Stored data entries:
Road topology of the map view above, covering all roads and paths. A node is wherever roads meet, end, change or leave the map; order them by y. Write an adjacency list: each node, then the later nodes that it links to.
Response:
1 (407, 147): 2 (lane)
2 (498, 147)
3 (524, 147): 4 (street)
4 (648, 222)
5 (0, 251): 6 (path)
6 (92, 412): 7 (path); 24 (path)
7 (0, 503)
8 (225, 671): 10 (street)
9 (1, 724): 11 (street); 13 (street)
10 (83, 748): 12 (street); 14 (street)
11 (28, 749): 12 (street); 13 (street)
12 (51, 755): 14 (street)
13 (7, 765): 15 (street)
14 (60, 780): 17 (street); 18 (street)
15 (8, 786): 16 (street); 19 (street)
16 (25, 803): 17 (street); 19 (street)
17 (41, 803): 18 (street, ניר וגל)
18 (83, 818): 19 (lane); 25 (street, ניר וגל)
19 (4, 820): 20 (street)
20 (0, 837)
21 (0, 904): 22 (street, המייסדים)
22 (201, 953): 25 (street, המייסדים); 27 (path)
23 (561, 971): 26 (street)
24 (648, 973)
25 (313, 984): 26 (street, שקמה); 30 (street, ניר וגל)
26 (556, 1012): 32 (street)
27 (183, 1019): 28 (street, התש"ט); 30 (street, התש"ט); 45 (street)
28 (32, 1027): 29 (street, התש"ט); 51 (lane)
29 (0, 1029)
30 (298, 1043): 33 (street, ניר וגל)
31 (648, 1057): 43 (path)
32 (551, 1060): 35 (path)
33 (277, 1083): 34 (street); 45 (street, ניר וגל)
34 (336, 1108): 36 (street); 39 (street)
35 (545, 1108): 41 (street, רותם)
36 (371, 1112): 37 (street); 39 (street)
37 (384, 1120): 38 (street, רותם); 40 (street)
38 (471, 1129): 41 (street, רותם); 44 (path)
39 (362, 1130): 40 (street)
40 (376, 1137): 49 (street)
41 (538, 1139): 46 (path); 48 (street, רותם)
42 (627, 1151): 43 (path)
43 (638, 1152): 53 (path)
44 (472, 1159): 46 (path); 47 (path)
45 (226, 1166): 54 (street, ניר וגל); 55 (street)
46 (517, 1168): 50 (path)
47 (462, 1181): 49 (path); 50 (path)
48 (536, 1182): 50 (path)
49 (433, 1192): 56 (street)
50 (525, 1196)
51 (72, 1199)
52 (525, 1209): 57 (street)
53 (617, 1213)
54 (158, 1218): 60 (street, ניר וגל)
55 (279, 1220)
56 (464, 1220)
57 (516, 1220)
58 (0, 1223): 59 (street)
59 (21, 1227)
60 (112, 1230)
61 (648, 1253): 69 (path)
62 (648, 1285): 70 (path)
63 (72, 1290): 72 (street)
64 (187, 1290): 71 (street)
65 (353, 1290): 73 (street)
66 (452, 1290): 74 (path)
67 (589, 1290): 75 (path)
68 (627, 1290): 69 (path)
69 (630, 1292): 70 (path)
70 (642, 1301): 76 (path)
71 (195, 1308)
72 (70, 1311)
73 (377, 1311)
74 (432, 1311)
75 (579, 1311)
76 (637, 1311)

Exercise instructions: Answer with one number, namely the count of lines in the entries that include the word "lane".

Finished task: 3